Abstract:
Today, Internet is playing a vital role in our everyday life which is very difficult to survive without it. It is full of semi structured or unstructured information and this information is influencing both web users and providers directly or indirectly. As one of e-business tools, web service has the power to reach people across the world anywhere and anytime. Therefore, studying web users’ behavior is very fundamental to improve web based service.
In this study, hybrid DM process model has been followed. The researchers took three months’ web log data from UOG proxy server starting from March to June using random sampling technique. Glogg and DataPreparator tools are used for data preparation. Moreover, DataPreparator and WEKA are used for statistical analysis and association rule discovery respectively. To discover association rule, Apriori and FP tree algorithm are implemented.

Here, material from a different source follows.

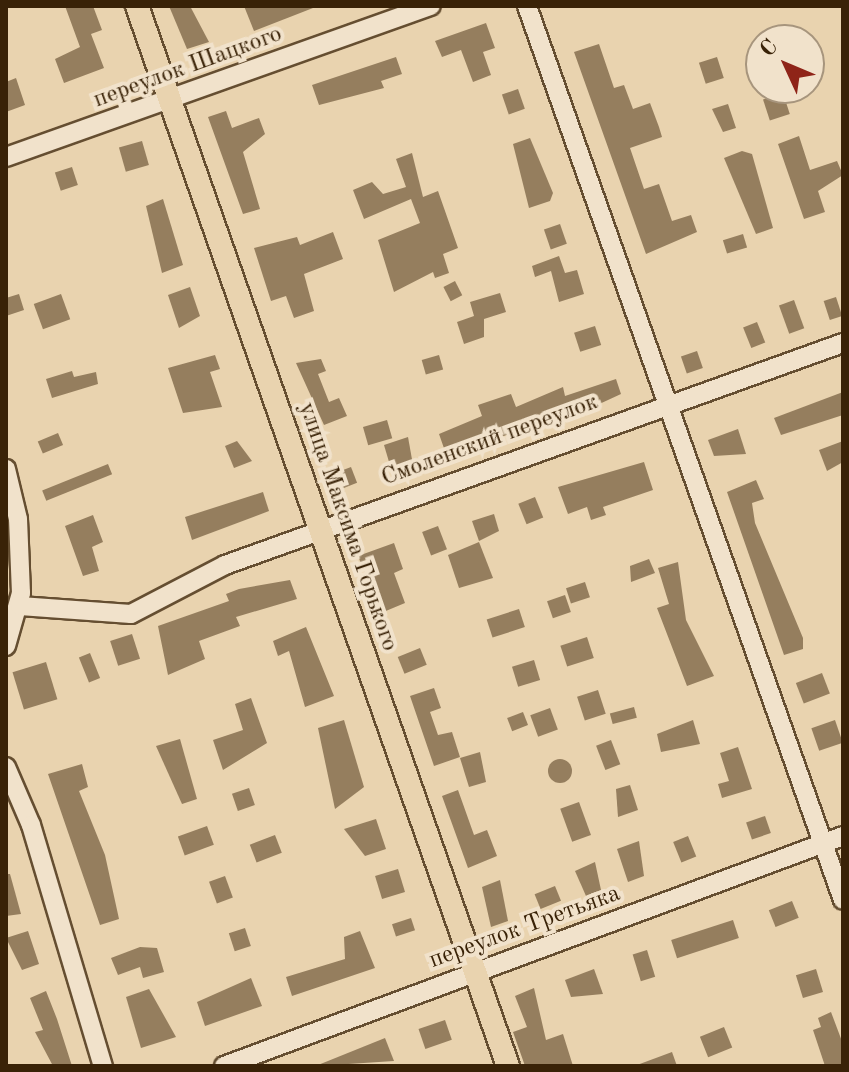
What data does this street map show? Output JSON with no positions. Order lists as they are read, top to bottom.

As the statistical result shows, most of the time, UOG staffs’ web interest is accessing educational sites in the first priority and then social media, entertainment and email sites whereas, UOG students’ web use is accessing social media in the first priority and then educational, entertainment and email sites. In terms of web traffic, there is high web traffic in some of staffs’ VLANs especially in school and college VLANs which are mostly constitute academic staffs relative to management VLANs. Similarly, there is a high web traffic in some of the students’ VLANs especially students’ class room computer laboratories. Moreover, as the association rule experimental result shows(in both algorithm), mostly, in the staffs’ dataset; education and email sites, entertainment and social media sites, education and social media plus entertainment sites, correlations happened more frequently. Similarly, entertainment and social media sites, education and social media sites, entertainment and social media plus education sites happened more frequently in the students’ dataset. Apart from this, as apriori algorithm result shows; mostly, college and school VLAN users, focused on browsing educational sites, whereas management VLAN users, focused on social media and entertainment.
The main challenges of this study are dealing with huge volume of data during preprocessing task and due to the existing network VLANs is complex, it is challenging to identify the requests from which users are submitted and identify their behavior accordingly.